Collected data entries:
------
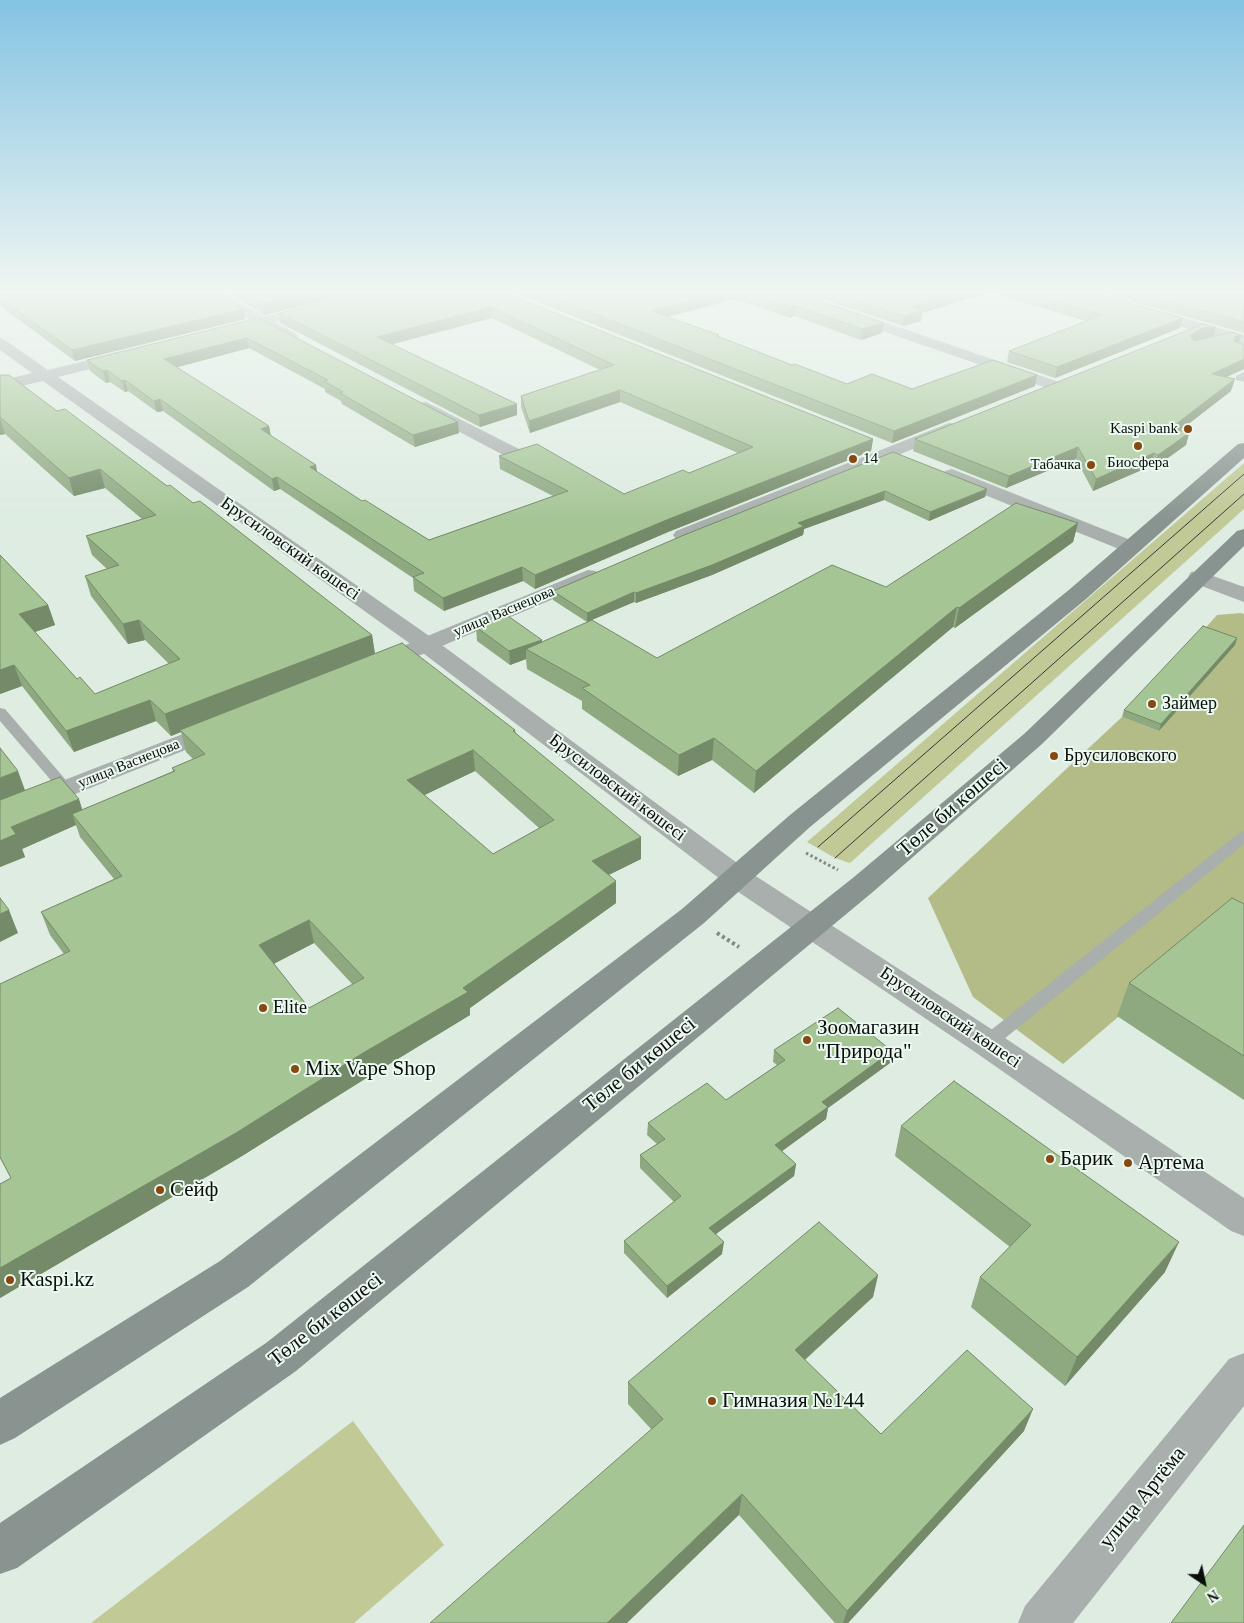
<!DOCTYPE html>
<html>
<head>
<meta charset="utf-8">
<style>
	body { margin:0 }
	#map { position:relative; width:1244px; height:1623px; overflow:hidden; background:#deece2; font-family:Georgia,serif }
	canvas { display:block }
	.north { position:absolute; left:1179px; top:1558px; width:50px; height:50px; -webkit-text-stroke:4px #ebf9f0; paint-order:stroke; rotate:146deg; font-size:14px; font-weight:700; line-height:20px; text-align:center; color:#090e0b }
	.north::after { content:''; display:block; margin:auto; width:18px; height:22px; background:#090e0b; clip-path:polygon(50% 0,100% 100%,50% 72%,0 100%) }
</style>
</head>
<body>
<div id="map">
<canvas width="1244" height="1623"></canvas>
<div class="north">N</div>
</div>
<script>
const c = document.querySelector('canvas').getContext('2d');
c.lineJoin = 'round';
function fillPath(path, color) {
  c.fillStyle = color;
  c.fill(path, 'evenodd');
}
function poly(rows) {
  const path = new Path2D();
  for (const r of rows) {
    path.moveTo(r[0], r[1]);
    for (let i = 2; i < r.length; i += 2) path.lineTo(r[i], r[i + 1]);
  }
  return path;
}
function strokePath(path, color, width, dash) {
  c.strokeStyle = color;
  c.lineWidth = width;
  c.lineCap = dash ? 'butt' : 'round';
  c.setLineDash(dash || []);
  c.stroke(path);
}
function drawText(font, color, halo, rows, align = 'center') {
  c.font = font + ' Georgia,serif';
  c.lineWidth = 4;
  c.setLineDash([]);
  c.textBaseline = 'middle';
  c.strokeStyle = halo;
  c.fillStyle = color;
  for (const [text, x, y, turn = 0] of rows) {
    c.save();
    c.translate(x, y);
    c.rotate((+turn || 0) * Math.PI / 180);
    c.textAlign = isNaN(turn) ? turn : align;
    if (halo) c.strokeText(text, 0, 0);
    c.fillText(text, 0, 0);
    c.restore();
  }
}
const green = poly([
	[1244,463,1244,509,850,863,835,858,807,842],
	[353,1421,444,1545,354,1623,91,1623]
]);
const forest = poly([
	[1241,613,1244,614,1244,945,1219,931,1063,1064,973,997,928,898,1122,717,1159,731,1234,645,1201,633,1217,615]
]);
const pathFar1 = poly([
	[806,853,838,870]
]);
const path = poly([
	[717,933,739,947]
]);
const service = poly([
	[1244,372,1244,382,1236,380,1236,376,1244,372],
	[0,708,5,709,71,786,73,789,71,792,61,792,0,721,0,708],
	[1244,831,1244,844,993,1048,987,1050,981,1048,978,1043,981,1038,1239,833,1244,831]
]);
const minor = poly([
	[211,294,227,294,266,318,295,333,298,336,295,339,285,339,256,324,211,294],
	[782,294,802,294,1062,383,1064,386,1062,389,1056,391,1050,389,784,297,782,294],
	[426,402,521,450,524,454,521,458,515,459,509,458,420,411,418,407,420,403,426,402],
	[949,423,955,424,958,428,955,432,690,539,683,541,676,539,673,535,676,531,949,423],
	[952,469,1138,543,1141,547,1138,551,1131,553,1124,551,945,479,943,475,945,471,952,469],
	[588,570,596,571,599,576,596,581,385,670,377,672,369,670,365,665,369,660,588,570],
	[1199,571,1244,587,1244,602,1191,582,1188,577,1191,572,1199,571],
	[219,720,228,723,232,728,228,733,0,824,0,805,219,720],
	[1244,1353,1244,1406,1073,1623,1018,1623,1025,1606,1229,1359,1244,1353]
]);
const tertiary = poly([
	[357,294,380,294,378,297,227,334,222,333,220,330,222,327,357,294],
	[1077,294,1099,294,1244,335,1244,345,1079,297,1077,294],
	[0,338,5,340,48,370,125,351,131,353,133,356,131,359,58,377,435,640,748,871,999,1034,1244,1198,1244,1236,1231,1231,975,1052,728,885,419,650,43,381,0,391,0,381,32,373,0,350,0,338]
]);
const secondary = poly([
	[1244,443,1244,458,1086,599,810,827,704,923,248,1287,15,1438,0,1445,0,1398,220,1261,682,909,790,815,1070,589,1238,444,1244,443],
	[1244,529,1244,546,1042,744,874,891,296,1371,17,1568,0,1574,0,1523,266,1343,854,877,1024,734,1237,531,1244,529]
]);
const tram = poly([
	[818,847,1244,474],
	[835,858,1244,494]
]);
const wall = poly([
	[0,294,221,294,245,319,75,361,0,306,0,295,2,295],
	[230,294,350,294,264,315],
	[508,294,873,439,871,451,668,532,535,589,523,581,444,611,414,591,413,578,280,489,274,491,163,411,157,412,128,391,125,392,110,382,106,383,90,371,87,360,258,318,459,433,415,447,342,404,341,401,325,392,325,389,249,348,177,367,269,426,271,436,317,472,362,501,429,540,553,496,500,469,499,456,624,494,689,473,738,453,620,402,530,433,521,407,521,396,600,370,492,318,392,344,517,415,480,427,280,323,279,313],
	[517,294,799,294,884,323,882,333,861,340,794,316,790,318,735,299,668,317,719,335,719,337,792,365,847,384,912,389,1037,375,1035,386,892,443],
	[807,294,983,294,922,313,921,321,903,326],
	[995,294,1098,294,1180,328,1055,378,1007,362,1009,351,1086,321],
	[1105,294,1244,294,1244,333],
	[1216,327,1213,336,1241,335,1239,343,1244,345,1244,369,1226,377,1231,391,1180,430,1189,433,1186,445,1155,467,1151,466,1093,491,1076,459,1006,488,913,451,915,439],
	[0,375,57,411,193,503,372,635,375,654,515,730,516,733,641,859,609,875,616,903,470,1008,470,1015,368,1077,242,1156,0,1298,0,1184,11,1178,0,1158,0,984,64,954,50,935,41,912,114,879,80,837,76,825,22,849,25,857,0,867,25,790,82,810,173,771,172,768,193,759,186,752,181,732,171,736,156,721,74,752,22,686,0,694,0,555,48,605,55,625,35,632,77,679,95,694,169,664,145,640,128,644,91,596,85,576,107,569,92,555,86,536,142,519,105,488,74,496,5,434,0,435],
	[475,771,539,828,493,854,424,795],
	[314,943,353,985,309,1008,274,964],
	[893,452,987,489,985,497,929,521,884,500,804,529,803,535,712,575,636,603,634,602,587,622,553,600,553,591],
	[1078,523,1073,542,955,628,953,627,754,793,712,760,678,776,582,709,582,701,527,669,526,659,510,665,477,641,476,627,542,642,657,658,886,587],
	[1237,638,1235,645,1159,731,1122,717,1124,710],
	[1244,904,1244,1100,1117,1016,1129,983],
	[774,1050,892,1051,890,1063,828,1108,826,1119,782,1151,796,1164,794,1176,716,1234,722,1254,667,1298,624,1253,624,1241,674,1202,640,1168,640,1155,657,1144,647,1135,648,1123,726,1100,777,1065,773,1062],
	[901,1126,1165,1272,1065,1386,971,1307,980,1277,1010,1247,895,1156],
	[878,1275,873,1297,805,1360,881,1434,1024,1431,848,1623,835,1623,739,1515,651,1429,628,1404,628,1382]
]);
const shadedWall = poly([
	[307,294,350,294,264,315,262,304],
	[717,294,735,294,735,299,651,321,651,311],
	[952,294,983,294,922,313,921,321,903,326,904,316,911,307],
	[795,306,794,316,790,318,791,307],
	[491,307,492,318,378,348,377,337],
	[244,309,245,319,75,361,72,350],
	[1183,318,1180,328,1055,378,1057,367],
	[884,323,882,333,861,340,862,329],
	[1216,327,1213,338,1199,339,1188,345,1191,335,1202,328],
	[1241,335,1238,345,1234,341,1236,336],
	[247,338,249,348,167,370,164,359],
	[1244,359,1244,369,1209,385,1212,374],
	[107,370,110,382,106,383,103,371],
	[1037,375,1035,386,892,443,894,431],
	[1235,379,1231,391,1168,440,1171,428],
	[125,380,128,391,125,392,122,381],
	[620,390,620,402,530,433,529,421],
	[160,399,163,411,157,412,154,401],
	[517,404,517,415,480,427,479,415],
	[0,418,5,434,0,435],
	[458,422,459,433,415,447,413,435],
	[269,426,271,438,261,429],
	[1189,433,1186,445,1155,467,1158,455],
	[873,439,871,451,668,532,535,589,535,575,669,519],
	[1078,447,1076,459,1006,488,1009,476],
	[1154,453,1151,466,1093,491,1096,479],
	[316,465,318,477,310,467],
	[100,469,105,488,74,496,69,478],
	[277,477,280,489,274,491,272,479],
	[987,489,985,497,929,521,930,512],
	[885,491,884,500,804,529,803,535,712,575,636,603,636,593,798,523],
	[1078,523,1073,542,955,628,959,608],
	[522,567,523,581,444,611,443,598],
	[634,592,634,602,587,622,587,613],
	[48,605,55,625,26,635,19,614],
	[957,607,953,627,754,793,756,771],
	[139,620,145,640,128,644,123,624],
	[372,635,375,655,180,730,181,732,171,736,165,714],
	[1237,638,1235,645,1159,731,1161,724],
	[542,640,543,654,526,649,526,659,510,665,509,651],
	[14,665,22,686,0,694,0,670],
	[150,700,156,721,74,752,66,731],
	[714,738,712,760,678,776,679,755],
	[473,750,475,771,410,802,407,780],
	[18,771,26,793,0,803,0,778],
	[79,799,86,821,72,814,76,825,22,849,25,857,0,867,0,841,11,827],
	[641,837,641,859,592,883,592,861],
	[616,881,616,903,470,1008,470,1015,368,1077,242,1156,0,1298,0,1268,463,988],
	[9,910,18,933,0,942,0,914],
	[309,920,314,943,265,968,259,945],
	[892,1051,890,1063,828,1108,826,1119,774,1157,775,1145,822,1102],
	[796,1164,794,1176,708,1240,709,1228],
	[724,1242,722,1254,667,1298,667,1286],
	[1179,1242,1165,1272,1065,1386,1077,1357],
	[878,1275,873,1297,791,1372,795,1350],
	[1033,1409,1024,1431,848,1623,843,1623,847,1611],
	[742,1494,739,1515,627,1623,607,1623]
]);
const building = poly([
	[6,294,221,294,244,309,72,350,0,298,0,295,6,294],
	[245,294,307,294,262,304,245,294],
	[357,294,508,294,873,439,669,519,535,575,522,567,443,598,413,577,424,573,277,477,272,479,160,399,154,401,125,380,122,381,107,370,103,371,87,360,258,318,458,422,413,435,340,393,343,392,324,381,328,380,247,338,164,359,269,426,261,429,316,465,310,467,362,501,365,500,429,540,568,491,499,456,537,444,624,494,683,470,689,473,753,447,620,390,529,421,521,396,614,365,491,307,377,337,517,404,479,415,279,313,357,294],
	[543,294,717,294,651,311,719,335,717,336,792,365,795,364,847,384,872,374,912,389,993,360,1037,375,894,431,543,294],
	[749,294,799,294,884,323,862,329,795,306,791,307,749,294],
	[838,294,952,294,911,307,922,310,904,316,838,294],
	[1031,294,1098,294,1183,318,1057,367,1009,351,1102,315,1031,294],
	[1143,294,1244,294,1244,322,1143,294],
	[1203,324,1216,327,1202,328,1191,335,1191,338,1195,341,1231,332,1241,335,1236,336,1234,341,1244,345,1244,359,1212,374,1235,379,1171,428,1189,433,1158,455,1154,453,1096,479,1078,447,1009,476,915,439,1203,324],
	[0,375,9,375,57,411,65,409,167,486,170,485,193,503,200,501,372,635,165,714,150,700,66,731,14,665,0,670,0,555,48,605,19,614,77,679,80,677,95,694,180,659,139,620,123,624,85,576,119,565,86,536,156,515,100,469,69,478,0,417,0,375],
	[893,452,987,489,930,512,885,491,798,523,804,526,712,565,636,593,634,592,587,613,553,591,684,535,893,452],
	[1016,503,1078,523,959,608,957,607,756,771,714,738,679,755,582,688,590,685,526,649,592,620,657,658,832,565,886,587,1016,503],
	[508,616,542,640,509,651,476,627,508,616],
	[1203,626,1237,638,1161,724,1124,710,1203,626],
	[402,643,515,730,513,731,641,837,592,861,616,881,463,988,468,992,363,1053,236,1133,0,1268,0,1184,11,1178,0,1157,0,984,70,951,41,912,122,876,72,814,175,771,172,768,205,754,180,730,402,643],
	[473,750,554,820,493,854,407,780,473,750],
	[309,920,364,978,309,1008,259,945,309,920],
	[0,748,18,771,0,778,0,748],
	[60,777,79,799,11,827,16,834,0,841,0,800,60,777],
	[0,898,9,910,0,914,0,898],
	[1232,898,1244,904,1244,1056,1129,983,1232,898],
	[838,1008,892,1051,822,1102,828,1107,775,1145,796,1164,709,1228,724,1242,667,1286,624,1241,681,1196,640,1155,665,1139,648,1123,707,1083,726,1100,785,1060,774,1050,838,1008],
	[954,1081,1179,1242,1077,1357,980,1277,1031,1225,901,1126,954,1081],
	[819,1222,878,1275,795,1350,881,1434,967,1350,1033,1409,847,1611,742,1494,607,1623,430,1623,663,1419,628,1382,819,1222],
	[1244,1525,1244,1623,1171,1623,1244,1525]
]);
const markers = [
	[1188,429,5,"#884811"],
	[1138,446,5,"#884811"],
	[853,459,5,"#884811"],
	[1091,465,5,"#884811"],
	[1152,704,5,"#884811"],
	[1054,756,5,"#884811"],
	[263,1008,5,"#884811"],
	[807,1040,5,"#884811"],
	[295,1069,5,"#884811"],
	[1050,1159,5,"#884811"],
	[1128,1163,5,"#884811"],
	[160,1190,5,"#884811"],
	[10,1280,5,"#884811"],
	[712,1401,5,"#884811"]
];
const farPoinames = [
	["Kaspi bank",1178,429],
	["14",863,459,"left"],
	["Биосфера",1138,463,"center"],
	["Табачка",1081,465]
];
const farStreetnames = [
	["улица Васнецова",504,612,-23],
	["улица Васнецова",129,764,-22]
];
const streetNames = [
	["Брусиловский көшесі",290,549,35],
	["Брусиловский көшесі",617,788,37],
	["Брусиловский көшесі",950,1018,34]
];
const poiNames = [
	["Займер",1162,704],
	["Брусиловского",1064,756],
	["Elite",273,1008]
];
const nearStreetnames = [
	["Төле би көшесі",953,808,-41],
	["Төле би көшесі",640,1065,-39],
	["Төле би көшесі",326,1320,-38],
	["улица Артёма",1143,1498,-51]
];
const nearPoinames = [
	["Зоомагазин",817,1028],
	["\"Природа\"",817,1052],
	["Mix Vape Shop",305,1069],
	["Барик",1060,1159],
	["Артема",1138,1163],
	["Сейф",170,1190],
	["Kaspi.kz",20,1280],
	["Гимназия №144",722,1401]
];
fillPath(green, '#c1c997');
fillPath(forest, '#b3bc86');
strokePath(pathFar1, '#808a83', 3, [2.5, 2.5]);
strokePath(path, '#808a83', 4, [3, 3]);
fillPath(service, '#a8afad');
fillPath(minor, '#a8afad');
fillPath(tertiary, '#a8afad');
fillPath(secondary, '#899490');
strokePath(tram, '#323935', 1);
fillPath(wall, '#8ea980');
fillPath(shadedWall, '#748a68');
fillPath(building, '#a5c595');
strokePath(building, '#748a68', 1);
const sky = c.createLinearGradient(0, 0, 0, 521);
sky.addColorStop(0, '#84c3e2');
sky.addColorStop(0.56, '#f0f6f2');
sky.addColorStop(1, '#f0f6f200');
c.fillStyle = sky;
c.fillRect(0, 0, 1244, 521);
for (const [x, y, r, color] of markers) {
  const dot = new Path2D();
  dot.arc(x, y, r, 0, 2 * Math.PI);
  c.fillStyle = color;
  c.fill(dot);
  strokePath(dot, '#ebf9f0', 2);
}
drawText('15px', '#090e0b', '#ebf9f0', farPoinames, 'right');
drawText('15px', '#090e0b', '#ebf9f0', farStreetnames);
drawText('18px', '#090e0b', '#ebf9f0', streetNames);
drawText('18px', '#090e0b', '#ebf9f0', poiNames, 'left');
drawText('21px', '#090e0b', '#ebf9f0', nearStreetnames);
drawText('21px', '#090e0b', '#ebf9f0', nearPoinames, 'left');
</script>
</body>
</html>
------
Reproduce the data above word for word from its first line through the line that holds "const path = new Path2D();", both ends included; skip pictures.

*FINISHED EXERCISE*.
<!DOCTYPE html>
<html>
<head>
<meta charset="utf-8">
<style>
	body { margin:0 }
	#map { position:relative; width:1244px; height:1623px; overflow:hidden; background:#deece2; font-family:Georgia,serif }
	canvas { display:block }
	.north { position:absolute; left:1179px; top:1558px; width:50px; height:50px; -webkit-text-stroke:4px #ebf9f0; paint-order:stroke; rotate:146deg; font-size:14px; font-weight:700; line-height:20px; text-align:center; color:#090e0b }
	.north::after { content:''; display:block; margin:auto; width:18px; height:22px; background:#090e0b; clip-path:polygon(50% 0,100% 100%,50% 72%,0 100%) }
</style>
</head>
<body>
<div id="map">
<canvas width="1244" height="1623"></canvas>
<div class="north">N</div>
</div>
<script>
const c = document.querySelector('canvas').getContext('2d');
c.lineJoin = 'round';
function fillPath(path, color) {
  c.fillStyle = color;
  c.fill(path, 'evenodd');
}
function poly(rows) {
  const path = new Path2D();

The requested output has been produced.